• Work instructions:
Tell how many lines in the data contain the string "Itumbiara", using a single number as the whole reply.

• Available data:
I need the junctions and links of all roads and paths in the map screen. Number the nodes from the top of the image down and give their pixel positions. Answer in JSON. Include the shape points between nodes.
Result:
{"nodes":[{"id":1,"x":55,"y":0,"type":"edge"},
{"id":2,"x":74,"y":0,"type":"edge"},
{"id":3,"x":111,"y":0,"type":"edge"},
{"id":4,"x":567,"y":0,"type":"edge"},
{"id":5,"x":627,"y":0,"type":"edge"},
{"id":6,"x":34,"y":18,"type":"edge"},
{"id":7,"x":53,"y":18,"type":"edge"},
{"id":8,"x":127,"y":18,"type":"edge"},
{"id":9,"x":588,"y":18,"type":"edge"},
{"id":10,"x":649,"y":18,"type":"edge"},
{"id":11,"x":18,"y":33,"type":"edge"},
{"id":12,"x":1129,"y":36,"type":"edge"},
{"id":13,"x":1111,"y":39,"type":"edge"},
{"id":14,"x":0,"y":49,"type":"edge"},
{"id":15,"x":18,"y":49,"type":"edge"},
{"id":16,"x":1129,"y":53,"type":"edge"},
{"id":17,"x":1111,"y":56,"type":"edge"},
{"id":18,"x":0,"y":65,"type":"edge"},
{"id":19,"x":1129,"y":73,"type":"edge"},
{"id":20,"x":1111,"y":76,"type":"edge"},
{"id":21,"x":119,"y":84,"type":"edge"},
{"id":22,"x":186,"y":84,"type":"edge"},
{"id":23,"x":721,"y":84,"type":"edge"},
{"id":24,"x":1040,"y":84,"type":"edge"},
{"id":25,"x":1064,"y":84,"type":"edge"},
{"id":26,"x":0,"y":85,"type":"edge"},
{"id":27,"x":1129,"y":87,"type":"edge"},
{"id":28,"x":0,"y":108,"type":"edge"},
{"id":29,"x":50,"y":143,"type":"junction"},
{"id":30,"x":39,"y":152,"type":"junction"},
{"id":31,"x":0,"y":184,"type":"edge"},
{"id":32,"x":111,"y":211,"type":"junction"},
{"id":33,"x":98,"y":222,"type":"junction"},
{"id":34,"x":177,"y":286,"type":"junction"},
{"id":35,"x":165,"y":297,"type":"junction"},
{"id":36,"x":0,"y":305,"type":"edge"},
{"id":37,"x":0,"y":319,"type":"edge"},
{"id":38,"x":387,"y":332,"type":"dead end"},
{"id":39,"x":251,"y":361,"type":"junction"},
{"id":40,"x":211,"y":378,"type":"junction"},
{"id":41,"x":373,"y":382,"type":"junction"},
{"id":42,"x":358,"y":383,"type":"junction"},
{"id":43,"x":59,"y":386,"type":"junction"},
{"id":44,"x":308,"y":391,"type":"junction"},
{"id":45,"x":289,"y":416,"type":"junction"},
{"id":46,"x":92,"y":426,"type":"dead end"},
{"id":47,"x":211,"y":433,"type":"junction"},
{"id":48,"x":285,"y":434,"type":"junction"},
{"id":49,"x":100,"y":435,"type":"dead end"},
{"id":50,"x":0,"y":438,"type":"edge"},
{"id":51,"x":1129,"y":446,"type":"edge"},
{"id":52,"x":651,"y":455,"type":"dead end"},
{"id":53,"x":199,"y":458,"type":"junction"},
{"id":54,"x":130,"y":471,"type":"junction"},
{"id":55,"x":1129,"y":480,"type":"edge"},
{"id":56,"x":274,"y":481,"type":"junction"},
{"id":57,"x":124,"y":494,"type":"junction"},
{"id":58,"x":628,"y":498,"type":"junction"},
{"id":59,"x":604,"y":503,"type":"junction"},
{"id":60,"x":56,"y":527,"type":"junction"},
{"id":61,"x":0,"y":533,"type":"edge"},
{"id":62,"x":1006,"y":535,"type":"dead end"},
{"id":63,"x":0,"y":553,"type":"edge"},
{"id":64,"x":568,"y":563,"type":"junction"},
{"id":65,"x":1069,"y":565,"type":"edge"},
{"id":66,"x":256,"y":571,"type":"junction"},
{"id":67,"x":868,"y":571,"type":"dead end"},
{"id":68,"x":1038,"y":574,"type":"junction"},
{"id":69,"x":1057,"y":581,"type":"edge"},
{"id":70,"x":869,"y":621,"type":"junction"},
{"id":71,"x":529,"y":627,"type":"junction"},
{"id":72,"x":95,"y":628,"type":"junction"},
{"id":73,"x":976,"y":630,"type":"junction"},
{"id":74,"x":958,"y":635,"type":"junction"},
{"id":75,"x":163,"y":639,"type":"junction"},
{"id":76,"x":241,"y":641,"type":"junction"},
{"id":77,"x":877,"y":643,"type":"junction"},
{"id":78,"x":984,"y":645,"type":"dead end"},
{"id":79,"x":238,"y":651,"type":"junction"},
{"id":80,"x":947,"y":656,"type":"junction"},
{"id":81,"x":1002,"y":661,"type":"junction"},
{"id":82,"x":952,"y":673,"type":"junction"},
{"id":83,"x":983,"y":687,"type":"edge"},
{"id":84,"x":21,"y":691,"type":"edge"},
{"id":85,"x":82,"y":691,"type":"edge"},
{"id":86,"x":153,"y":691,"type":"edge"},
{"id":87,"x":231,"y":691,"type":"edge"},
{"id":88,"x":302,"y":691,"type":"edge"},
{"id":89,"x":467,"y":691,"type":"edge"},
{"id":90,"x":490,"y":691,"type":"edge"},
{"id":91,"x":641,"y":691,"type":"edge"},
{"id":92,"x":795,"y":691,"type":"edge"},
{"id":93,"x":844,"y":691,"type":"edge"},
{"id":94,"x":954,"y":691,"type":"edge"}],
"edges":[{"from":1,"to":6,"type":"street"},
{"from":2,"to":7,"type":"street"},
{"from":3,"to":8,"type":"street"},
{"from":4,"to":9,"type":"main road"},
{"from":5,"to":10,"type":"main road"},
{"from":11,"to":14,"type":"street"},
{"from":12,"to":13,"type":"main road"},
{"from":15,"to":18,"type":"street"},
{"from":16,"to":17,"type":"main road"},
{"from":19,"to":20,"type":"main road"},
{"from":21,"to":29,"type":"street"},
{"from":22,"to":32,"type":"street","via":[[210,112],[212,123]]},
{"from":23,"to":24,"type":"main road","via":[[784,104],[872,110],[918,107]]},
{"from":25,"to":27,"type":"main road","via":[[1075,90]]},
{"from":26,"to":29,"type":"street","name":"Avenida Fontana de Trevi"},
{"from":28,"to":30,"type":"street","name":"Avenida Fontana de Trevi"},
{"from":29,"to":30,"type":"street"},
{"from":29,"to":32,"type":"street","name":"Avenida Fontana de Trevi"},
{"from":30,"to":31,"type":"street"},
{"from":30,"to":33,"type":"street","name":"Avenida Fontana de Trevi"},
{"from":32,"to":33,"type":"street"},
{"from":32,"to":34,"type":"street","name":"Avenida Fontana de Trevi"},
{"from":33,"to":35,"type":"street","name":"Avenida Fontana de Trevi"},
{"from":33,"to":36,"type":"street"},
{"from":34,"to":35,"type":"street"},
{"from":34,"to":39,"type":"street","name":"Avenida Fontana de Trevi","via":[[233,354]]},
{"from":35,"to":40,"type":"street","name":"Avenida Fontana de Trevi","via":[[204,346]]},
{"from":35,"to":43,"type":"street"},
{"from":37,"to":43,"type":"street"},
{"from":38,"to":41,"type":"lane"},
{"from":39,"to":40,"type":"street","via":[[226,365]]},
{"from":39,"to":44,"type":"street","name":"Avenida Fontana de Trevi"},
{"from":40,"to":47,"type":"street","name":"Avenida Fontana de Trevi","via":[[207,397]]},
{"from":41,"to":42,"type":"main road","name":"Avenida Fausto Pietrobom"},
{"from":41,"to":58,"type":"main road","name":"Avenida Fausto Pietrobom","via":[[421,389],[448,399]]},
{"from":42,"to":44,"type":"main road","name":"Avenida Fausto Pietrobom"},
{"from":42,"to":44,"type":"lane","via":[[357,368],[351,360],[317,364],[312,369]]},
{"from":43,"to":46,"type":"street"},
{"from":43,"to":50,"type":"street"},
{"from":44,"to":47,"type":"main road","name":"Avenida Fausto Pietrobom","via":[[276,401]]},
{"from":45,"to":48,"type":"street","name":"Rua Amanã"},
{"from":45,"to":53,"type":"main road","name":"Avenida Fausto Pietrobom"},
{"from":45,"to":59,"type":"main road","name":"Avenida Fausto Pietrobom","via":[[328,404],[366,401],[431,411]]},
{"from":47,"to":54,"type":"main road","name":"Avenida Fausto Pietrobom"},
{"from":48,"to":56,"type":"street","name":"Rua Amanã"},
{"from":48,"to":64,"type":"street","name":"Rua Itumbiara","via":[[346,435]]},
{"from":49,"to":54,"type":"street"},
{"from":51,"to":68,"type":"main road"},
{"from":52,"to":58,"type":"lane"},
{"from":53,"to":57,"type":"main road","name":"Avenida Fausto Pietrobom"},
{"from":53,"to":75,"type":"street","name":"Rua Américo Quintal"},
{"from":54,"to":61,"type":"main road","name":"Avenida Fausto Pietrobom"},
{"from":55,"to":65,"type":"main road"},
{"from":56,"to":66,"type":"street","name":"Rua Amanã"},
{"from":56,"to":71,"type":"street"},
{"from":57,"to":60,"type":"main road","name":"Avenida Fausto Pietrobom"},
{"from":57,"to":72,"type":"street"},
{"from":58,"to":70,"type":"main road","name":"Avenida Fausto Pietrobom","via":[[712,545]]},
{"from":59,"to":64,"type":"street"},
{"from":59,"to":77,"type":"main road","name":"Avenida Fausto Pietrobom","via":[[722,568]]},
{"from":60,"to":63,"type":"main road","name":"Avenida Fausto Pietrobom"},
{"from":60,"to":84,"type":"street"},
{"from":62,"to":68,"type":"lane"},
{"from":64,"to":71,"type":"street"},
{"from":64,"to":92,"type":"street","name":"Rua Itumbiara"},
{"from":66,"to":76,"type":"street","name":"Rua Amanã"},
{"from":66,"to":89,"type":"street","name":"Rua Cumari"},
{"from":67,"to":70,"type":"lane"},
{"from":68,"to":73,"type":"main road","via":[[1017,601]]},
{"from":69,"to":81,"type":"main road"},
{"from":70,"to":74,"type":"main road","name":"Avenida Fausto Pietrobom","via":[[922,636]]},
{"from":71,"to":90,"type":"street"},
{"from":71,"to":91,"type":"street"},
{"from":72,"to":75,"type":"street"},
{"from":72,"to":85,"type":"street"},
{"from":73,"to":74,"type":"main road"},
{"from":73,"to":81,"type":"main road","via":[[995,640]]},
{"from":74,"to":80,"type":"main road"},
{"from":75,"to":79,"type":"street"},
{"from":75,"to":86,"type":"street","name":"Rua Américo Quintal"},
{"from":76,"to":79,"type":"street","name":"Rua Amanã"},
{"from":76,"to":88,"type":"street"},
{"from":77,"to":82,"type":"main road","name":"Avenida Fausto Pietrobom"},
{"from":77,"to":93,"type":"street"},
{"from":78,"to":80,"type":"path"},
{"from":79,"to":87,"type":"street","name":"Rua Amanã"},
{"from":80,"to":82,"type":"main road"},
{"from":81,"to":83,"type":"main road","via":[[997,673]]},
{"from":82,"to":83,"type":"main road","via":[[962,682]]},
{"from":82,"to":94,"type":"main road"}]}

• Written reply:
2